Am I making sense? :)

I'm guess I'm not clear on working with Perl while using a, "Has A" relationship;

 

-justin simoni
skazat me

Replies are listed 'Best First'.
Re: has-a in Perl
by Roy Johnson (Monsignor) on Apr 18, 2005 at 20:00 UTC
    The 'A "has-a" B' relationship is implemented by creating a member of class B within an object of class A. They are generally disparate types.

    What you are describing sounds like you want a parent class to be aware of a derived class, and that doesn't sound like a Good Thing to me. What are you trying to accomplish, in slightly more concrete terms?


    Caution: Contents may have been coded under pressure.

      I'm basically just trying to make a method of my base class in a separate module (file) - but the method needs methods of the base class to work correctly.

      It would be cool to be able to call this new method in my program via the base class or the separate module; So if I want to work with just Checkboxes, I got it, if I want to work with all my widgets, got that too - not a good idea?

       

      -justin simoni
      skazat me

        It would be cool to be able to call this new method in my program via the base class

        That's what subclassing does: you can call any method from the base-class, and if the subclass implements or overrides that method, the subclass's method will be called.

        package Base; sub method1 { my $self = shift; $self->method2(); } sub method2 { print "Base\n"; } package Sub; @ISA = qw(Base); sub method2 { print "Sub\n"; } package main; Base->method1; Sub->method1; __END__ Base Sub
Re: has-a in Perl
by cowboy (Friar) on Apr 18, 2005 at 20:17 UTC
    Beware circular references. They are very easy to create if you start passing references to the current object you are in, into other sub-objects, which may hang onto them.
    Your current plan also sounds more like the objects are inter-dependant, rather than one inheriting from the other.

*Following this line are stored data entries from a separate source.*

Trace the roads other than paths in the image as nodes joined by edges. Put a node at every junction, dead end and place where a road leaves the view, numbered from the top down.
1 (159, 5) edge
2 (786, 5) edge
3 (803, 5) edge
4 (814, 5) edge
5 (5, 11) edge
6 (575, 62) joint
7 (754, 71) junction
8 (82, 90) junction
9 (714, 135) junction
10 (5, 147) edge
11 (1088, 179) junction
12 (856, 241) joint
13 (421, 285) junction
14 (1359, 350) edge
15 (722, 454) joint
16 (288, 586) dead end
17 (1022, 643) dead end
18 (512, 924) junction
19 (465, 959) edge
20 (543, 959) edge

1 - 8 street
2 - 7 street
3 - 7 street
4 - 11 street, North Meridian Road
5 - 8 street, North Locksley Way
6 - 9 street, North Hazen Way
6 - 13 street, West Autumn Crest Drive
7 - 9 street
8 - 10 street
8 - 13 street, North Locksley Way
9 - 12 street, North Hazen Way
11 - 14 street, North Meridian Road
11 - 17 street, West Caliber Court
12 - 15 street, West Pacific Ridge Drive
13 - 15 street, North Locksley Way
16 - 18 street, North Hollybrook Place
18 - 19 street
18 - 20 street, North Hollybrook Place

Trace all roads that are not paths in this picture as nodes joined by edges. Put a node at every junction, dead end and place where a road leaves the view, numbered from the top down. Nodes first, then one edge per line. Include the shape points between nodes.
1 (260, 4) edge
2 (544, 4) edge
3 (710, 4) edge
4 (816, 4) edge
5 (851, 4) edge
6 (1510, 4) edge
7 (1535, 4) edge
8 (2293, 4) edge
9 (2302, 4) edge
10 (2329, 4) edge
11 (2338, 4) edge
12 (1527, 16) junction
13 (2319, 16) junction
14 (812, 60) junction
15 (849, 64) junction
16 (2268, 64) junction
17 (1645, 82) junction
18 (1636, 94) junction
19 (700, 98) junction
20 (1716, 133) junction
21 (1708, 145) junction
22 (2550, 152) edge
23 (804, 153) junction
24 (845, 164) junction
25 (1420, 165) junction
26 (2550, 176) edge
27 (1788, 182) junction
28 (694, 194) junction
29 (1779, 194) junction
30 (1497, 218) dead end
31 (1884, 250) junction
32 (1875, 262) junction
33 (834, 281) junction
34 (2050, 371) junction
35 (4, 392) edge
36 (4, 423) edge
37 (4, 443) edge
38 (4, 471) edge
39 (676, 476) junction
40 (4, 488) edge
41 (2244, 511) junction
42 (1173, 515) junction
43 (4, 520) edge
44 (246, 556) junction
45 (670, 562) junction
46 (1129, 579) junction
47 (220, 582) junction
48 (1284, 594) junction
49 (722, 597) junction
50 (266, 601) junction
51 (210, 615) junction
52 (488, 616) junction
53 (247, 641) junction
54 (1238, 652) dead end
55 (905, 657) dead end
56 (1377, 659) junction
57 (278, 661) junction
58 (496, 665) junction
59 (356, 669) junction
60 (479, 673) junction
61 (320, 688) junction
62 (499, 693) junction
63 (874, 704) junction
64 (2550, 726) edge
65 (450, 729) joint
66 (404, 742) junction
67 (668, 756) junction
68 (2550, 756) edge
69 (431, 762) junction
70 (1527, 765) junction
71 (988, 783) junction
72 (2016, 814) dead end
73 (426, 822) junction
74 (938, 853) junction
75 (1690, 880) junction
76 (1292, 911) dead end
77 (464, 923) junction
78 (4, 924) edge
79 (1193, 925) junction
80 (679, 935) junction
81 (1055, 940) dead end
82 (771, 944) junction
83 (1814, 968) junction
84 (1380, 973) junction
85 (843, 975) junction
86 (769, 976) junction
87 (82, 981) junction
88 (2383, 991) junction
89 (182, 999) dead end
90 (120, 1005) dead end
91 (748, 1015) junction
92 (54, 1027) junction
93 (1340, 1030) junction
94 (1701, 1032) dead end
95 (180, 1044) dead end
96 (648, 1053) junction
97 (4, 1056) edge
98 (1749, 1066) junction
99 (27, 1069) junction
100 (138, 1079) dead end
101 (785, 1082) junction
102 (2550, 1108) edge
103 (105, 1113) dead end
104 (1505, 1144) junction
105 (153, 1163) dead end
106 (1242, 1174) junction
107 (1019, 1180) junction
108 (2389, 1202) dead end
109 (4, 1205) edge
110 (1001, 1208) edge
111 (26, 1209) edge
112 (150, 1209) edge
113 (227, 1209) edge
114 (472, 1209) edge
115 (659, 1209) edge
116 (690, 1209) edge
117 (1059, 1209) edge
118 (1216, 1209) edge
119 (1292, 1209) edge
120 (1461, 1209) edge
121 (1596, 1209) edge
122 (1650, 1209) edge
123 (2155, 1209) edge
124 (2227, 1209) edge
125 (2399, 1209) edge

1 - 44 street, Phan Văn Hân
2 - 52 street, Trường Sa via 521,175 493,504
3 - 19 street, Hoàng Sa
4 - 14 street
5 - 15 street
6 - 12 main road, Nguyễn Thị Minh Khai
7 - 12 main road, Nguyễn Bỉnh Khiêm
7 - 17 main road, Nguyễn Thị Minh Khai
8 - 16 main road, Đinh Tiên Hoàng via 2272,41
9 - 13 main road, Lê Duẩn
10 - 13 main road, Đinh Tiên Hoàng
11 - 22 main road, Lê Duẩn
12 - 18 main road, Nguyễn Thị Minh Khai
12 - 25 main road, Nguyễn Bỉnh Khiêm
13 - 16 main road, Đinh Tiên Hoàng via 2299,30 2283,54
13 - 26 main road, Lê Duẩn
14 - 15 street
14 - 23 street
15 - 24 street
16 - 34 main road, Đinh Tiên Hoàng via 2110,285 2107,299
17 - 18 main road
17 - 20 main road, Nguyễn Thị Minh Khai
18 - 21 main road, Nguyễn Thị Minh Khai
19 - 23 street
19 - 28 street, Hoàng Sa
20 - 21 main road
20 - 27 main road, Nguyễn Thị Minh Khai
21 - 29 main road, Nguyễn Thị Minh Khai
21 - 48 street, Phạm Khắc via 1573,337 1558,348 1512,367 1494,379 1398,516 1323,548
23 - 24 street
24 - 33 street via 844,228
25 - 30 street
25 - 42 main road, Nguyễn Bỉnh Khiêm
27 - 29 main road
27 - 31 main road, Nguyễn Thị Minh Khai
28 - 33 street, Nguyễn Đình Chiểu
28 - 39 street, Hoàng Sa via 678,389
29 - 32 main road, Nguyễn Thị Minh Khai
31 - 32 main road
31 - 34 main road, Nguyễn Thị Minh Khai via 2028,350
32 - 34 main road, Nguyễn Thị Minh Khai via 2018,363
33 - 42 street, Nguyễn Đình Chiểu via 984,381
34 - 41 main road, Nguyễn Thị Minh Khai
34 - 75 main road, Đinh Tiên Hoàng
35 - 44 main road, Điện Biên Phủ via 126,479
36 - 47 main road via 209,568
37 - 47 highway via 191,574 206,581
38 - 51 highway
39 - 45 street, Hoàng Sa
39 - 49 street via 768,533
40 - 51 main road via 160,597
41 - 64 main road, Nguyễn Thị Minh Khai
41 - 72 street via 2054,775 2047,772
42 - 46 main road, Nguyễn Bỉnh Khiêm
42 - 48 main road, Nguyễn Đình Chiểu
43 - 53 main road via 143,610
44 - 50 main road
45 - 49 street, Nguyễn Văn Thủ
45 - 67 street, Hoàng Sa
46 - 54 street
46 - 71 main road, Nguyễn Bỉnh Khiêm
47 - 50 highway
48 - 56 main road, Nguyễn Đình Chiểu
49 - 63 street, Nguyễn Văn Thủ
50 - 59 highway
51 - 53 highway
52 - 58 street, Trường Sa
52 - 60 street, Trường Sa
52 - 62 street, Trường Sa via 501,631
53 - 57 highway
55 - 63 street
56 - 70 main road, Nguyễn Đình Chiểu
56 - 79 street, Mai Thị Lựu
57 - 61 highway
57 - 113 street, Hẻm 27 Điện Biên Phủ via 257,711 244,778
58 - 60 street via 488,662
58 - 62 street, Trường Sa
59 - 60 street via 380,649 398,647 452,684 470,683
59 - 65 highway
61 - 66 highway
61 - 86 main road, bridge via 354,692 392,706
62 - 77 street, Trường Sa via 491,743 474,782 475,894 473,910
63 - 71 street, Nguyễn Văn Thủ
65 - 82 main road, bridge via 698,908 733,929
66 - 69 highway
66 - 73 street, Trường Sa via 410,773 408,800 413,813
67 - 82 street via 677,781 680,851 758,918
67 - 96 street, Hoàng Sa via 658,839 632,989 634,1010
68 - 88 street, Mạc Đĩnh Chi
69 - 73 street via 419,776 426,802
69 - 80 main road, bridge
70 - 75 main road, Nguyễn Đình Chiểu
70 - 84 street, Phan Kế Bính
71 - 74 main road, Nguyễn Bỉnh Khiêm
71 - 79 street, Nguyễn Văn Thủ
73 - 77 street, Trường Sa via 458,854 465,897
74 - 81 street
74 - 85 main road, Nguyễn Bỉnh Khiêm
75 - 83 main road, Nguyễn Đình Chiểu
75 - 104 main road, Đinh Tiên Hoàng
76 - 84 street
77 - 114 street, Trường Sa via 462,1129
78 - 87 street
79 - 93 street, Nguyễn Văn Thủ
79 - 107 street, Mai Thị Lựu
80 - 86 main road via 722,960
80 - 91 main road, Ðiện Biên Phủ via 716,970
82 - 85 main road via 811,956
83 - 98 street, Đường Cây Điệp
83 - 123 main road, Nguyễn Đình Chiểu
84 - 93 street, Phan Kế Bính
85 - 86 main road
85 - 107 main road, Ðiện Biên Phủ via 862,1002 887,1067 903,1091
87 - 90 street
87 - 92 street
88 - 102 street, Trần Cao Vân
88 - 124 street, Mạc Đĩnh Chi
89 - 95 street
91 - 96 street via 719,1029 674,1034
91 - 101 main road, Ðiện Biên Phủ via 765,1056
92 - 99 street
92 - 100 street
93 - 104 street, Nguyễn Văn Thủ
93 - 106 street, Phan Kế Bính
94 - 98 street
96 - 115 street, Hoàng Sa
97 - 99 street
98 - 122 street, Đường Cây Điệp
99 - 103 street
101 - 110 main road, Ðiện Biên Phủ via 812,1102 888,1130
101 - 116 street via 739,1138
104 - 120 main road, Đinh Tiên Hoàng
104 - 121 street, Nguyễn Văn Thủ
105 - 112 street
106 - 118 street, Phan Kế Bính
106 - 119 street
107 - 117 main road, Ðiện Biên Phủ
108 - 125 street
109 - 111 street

    Widget and Widget::Checkbox are not separate objects, merely one object spread over 2 packages. I would suggest separating them, keep Widget as a base class, which knows nothing about Widget::Checkbox. Let Widget::Checkbox (and Widget::Radio and Widget::Foo extend Widget)

    In one of my current projects, I use a base object, which contains these methods:
    # initialize/bless/ect $obj->new(); # serialize the objects data (currently with Storable) $obj->serialize(); # get/set params as in CGI.pm $obj->param(); # deserialize the objects data (Storable) $obj->deserialize(); # xml format $obj->to_xml(); # de-xml $obj->from_xml();
    All of my other data objects, inherit from this object. A few, override the object's methods such as param, if I need a specific behaviour. (such as throwing an exception if I get bad data passed in)

      If that were me, I'd use roles instead of inheritance. (Class::Roles).

        Thanks, I'll have a look at them.
Re: has-a in Perl
by dragonchild (Archbishop) on Apr 18, 2005 at 19:52 UTC
    I'm not sure I fully understand your question. In the example you're giving, Widget is an abstract base class. You shouldn't ever be working within the Widget class.

    As for shared code, your code in Widget will look something like:

    sub some_method { my $self = shift; # Do stuff with $self. # At this point, $self will be a Widget::CheckBox }

    If that doesn't help, please reply to my post with clarification. (Do not change your base post!)